The seven countries of South Asia have a direct bearing on their economies. Within the region, India is the largest nation in population and area.
Its population m year 2000 has crossed the mark of one billion people and is next to China, in the world, in the population size. Maldives is the smallest country in the region, both in terms of population and area. Bhutan and Nepal are land-locked while Maldives and Sri Lanka are island countries. Bangladesh, India and Pakistan are the only countries in the region where land and water is adequately available. Maldives is a tiny island in the Indian Ocean with only 300 sq.km land and 2, 76,000 people (in the year 2000). Bhutan, though, relatively large in terms of area (that is, 47,000 sq.km) has difficult terrain. Most of ranges are hardly accessible because of snow coverage. Nepal too is situated in the Himalayan Mountains and its area outwardly appears to be bigger but it is mostly mountainous.
With over one-fifth of the world’s population living in the region, South Asia has the world’s largest poor people. A large segment of the population lives in rural areas on subsistence agriculture.
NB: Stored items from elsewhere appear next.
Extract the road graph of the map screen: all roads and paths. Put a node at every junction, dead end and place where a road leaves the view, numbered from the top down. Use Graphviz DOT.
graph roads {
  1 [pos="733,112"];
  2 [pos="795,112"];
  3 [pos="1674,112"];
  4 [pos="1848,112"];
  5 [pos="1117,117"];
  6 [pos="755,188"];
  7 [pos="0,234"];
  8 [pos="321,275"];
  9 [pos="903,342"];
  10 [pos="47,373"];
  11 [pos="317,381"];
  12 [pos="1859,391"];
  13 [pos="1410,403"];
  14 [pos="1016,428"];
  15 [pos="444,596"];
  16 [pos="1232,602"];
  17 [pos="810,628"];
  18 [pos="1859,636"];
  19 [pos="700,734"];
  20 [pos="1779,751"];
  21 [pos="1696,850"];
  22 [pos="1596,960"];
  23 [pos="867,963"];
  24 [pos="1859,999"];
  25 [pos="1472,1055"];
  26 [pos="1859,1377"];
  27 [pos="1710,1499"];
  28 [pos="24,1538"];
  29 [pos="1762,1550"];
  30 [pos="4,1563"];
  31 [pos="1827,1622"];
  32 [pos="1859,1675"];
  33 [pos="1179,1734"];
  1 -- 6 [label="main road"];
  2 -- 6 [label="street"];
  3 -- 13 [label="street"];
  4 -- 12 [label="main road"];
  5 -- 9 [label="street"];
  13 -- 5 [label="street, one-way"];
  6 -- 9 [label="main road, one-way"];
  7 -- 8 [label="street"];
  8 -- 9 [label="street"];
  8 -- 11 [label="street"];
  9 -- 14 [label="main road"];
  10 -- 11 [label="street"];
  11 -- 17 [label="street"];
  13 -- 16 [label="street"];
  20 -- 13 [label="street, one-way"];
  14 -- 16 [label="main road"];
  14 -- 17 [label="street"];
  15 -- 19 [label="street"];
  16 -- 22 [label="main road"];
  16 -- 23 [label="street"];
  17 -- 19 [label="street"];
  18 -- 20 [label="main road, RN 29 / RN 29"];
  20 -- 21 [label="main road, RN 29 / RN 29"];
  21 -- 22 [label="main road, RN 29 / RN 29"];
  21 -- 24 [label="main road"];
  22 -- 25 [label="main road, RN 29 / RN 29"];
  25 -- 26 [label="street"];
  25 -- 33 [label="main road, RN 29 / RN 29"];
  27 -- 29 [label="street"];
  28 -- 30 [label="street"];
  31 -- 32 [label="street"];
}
The Geneva based United Nations Development Programme has categorised four countries of South Asia region, viz., Bhutan, Bangladesh, Maldives and Nepal as the Least Developed Countries (LDCs). The remaining three countries, India, Pakistan and Sri Lanka are categorised as Developing countries.
In the last three to five decades, the countries of the region have made planned efforts to overcome some of the problems associated with low industrialisation and mass poverty. As a result, significant changes have taken place in their economic structure.
The share of various sectors in national income in respective economies has also undergone a change. Changes in the economic structures of the region has been rapid in the last two decades, that is, from 1980 to 2000. The share of agriculture has rapidly declined (barring in Pakistan) and that of services has gone up in all the economies (barring in Bhutan) while the industrial sector has remained stagnant.
Although the contribution of agriculture to GDP has gone down from 40 per cent in 1980 to 25 per cent in 2001, agriculture still provides employment to more than half of the employed people in South Asia. The service sector on the other hand has emerged as an important contributor to the GDP. Providing employment to a little over 22 per cent of the workforce, the service sector’s contribution to the GDP has risen from 36 per cent in 1980 to 49 per cent in 2001.
In Bangladesh, Pakistan and Sri Lanka, the service sector is contributing more than fifty per cent of the GDP. This increase has occurred mainly in the 1990s when these countries opened up their economies for (domestic) private and foreign investors.
The share of manufacturing sector in the GDP has remained more or less constant at 25 per cent during the last two decades. The decline or stagnancy in manufacturing and industry sector reflects the inherent weaknesses in basic infrastructure.
This is a cause for concern as such a decline not only robs the employment generation potential of this sector but ultimately adversely affects sustainable development. The high growth rate in manufacturing and industry sector is seen as an essential element in enlarging the other sectors of an economy.
The lack of momentum in manufacturing and industry sector in South Asia has caused deterioration in employment generation and eventually led to mounting pressure of poverty.